TASK DIRECTIONS: Give an exact reproduction of all the lines in the listing.

------------------------------

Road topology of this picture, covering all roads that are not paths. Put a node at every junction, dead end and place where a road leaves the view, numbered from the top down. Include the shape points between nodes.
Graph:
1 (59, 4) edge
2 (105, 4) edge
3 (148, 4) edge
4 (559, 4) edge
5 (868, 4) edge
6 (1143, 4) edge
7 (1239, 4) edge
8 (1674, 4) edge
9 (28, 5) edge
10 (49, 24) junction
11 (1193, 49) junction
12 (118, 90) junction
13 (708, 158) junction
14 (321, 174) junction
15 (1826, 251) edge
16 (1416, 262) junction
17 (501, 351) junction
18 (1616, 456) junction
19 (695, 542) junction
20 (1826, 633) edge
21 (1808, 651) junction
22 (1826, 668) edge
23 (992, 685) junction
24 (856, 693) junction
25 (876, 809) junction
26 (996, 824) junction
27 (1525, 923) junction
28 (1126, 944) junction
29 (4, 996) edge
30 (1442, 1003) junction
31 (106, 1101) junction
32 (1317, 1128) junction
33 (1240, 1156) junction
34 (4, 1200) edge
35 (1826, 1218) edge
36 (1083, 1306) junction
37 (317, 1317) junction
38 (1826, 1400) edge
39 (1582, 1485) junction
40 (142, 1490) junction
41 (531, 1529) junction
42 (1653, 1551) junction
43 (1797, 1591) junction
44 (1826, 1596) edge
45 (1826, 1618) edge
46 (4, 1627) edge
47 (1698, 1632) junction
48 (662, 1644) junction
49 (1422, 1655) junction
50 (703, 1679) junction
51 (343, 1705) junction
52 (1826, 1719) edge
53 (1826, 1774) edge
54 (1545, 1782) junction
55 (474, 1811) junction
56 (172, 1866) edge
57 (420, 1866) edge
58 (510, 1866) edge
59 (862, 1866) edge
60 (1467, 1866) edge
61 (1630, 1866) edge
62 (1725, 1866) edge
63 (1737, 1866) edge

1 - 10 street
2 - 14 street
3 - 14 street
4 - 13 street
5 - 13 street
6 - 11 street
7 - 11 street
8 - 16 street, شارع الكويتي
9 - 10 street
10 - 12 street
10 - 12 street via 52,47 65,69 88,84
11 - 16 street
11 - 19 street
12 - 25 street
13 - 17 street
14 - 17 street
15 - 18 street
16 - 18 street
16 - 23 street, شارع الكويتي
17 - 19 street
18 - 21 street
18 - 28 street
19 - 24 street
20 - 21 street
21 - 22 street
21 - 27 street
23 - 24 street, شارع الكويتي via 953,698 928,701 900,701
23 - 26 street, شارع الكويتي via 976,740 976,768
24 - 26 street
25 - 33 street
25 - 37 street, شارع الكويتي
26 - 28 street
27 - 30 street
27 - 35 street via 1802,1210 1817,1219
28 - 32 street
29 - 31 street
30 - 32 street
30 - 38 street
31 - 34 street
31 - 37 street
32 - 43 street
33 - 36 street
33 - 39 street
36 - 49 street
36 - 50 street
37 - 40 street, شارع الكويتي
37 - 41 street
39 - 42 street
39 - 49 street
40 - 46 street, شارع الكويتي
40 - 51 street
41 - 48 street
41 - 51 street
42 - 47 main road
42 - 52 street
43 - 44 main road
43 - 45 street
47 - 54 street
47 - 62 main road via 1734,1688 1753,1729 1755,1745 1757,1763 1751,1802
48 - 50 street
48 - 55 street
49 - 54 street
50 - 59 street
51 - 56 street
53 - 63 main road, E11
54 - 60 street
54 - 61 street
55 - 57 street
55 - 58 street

------------------------------

OUTPUT OF THE EXERCISE:
Road topology of this picture, covering all roads that are not paths. Put a node at every junction, dead end and place where a road leaves the view, numbered from the top down. Include the shape points between nodes.
Graph:
1 (59, 4) edge
2 (105, 4) edge
3 (148, 4) edge
4 (559, 4) edge
5 (868, 4) edge
6 (1143, 4) edge
7 (1239, 4) edge
8 (1674, 4) edge
9 (28, 5) edge
10 (49, 24) junction
11 (1193, 49) junction
12 (118, 90) junction
13 (708, 158) junction
14 (321, 174) junction
15 (1826, 251) edge
16 (1416, 262) junction
17 (501, 351) junction
18 (1616, 456) junction
19 (695, 542) junction
20 (1826, 633) edge
21 (1808, 651) junction
22 (1826, 668) edge
23 (992, 685) junction
24 (856, 693) junction
25 (876, 809) junction
26 (996, 824) junction
27 (1525, 923) junction
28 (1126, 944) junction
29 (4, 996) edge
30 (1442, 1003) junction
31 (106, 1101) junction
32 (1317, 1128) junction
33 (1240, 1156) junction
34 (4, 1200) edge
35 (1826, 1218) edge
36 (1083, 1306) junction
37 (317, 1317) junction
38 (1826, 1400) edge
39 (1582, 1485) junction
40 (142, 1490) junction
41 (531, 1529) junction
42 (1653, 1551) junction
43 (1797, 1591) junction
44 (1826, 1596) edge
45 (1826, 1618) edge
46 (4, 1627) edge
47 (1698, 1632) junction
48 (662, 1644) junction
49 (1422, 1655) junction
50 (703, 1679) junction
51 (343, 1705) junction
52 (1826, 1719) edge
53 (1826, 1774) edge
54 (1545, 1782) junction
55 (474, 1811) junction
56 (172, 1866) edge
57 (420, 1866) edge
58 (510, 1866) edge
59 (862, 1866) edge
60 (1467, 1866) edge
61 (1630, 1866) edge
62 (1725, 1866) edge
63 (1737, 1866) edge

1 - 10 street
2 - 14 street
3 - 14 street
4 - 13 street
5 - 13 street
6 - 11 street
7 - 11 street
8 - 16 street, شارع الكويتي
9 - 10 street
10 - 12 street
10 - 12 street via 52,47 65,69 88,84
11 - 16 street
11 - 19 street
12 - 25 street
13 - 17 street
14 - 17 street
15 - 18 street
16 - 18 street
16 - 23 street, شارع الكويتي
17 - 19 street
18 - 21 street
18 - 28 street
19 - 24 street
20 - 21 street
21 - 22 street
21 - 27 street
23 - 24 street, شارع الكويتي via 953,698 928,701 900,701
23 - 26 street, شارع الكويتي via 976,740 976,768
24 - 26 street
25 - 33 street
25 - 37 street, شارع الكويتي
26 - 28 street
27 - 30 street
27 - 35 street via 1802,1210 1817,1219
28 - 32 street
29 - 31 street
30 - 32 street
30 - 38 street
31 - 34 street
31 - 37 street
32 - 43 street
33 - 36 street
33 - 39 street
36 - 49 street
36 - 50 street
37 - 40 street, شارع الكويتي
37 - 41 street
39 - 42 street
39 - 49 street
40 - 46 street, شارع الكويتي
40 - 51 street
41 - 48 street
41 - 51 street
42 - 47 main road
42 - 52 street
43 - 44 main road
43 - 45 street
47 - 54 street
47 - 62 main road via 1734,1688 1753,1729 1755,1745 1757,1763 1751,1802
48 - 50 street
48 - 55 street
49 - 54 street
50 - 59 street
51 - 56 street
53 - 63 main road, E11
54 - 60 street
54 - 61 street
55 - 57 street
55 - 58 street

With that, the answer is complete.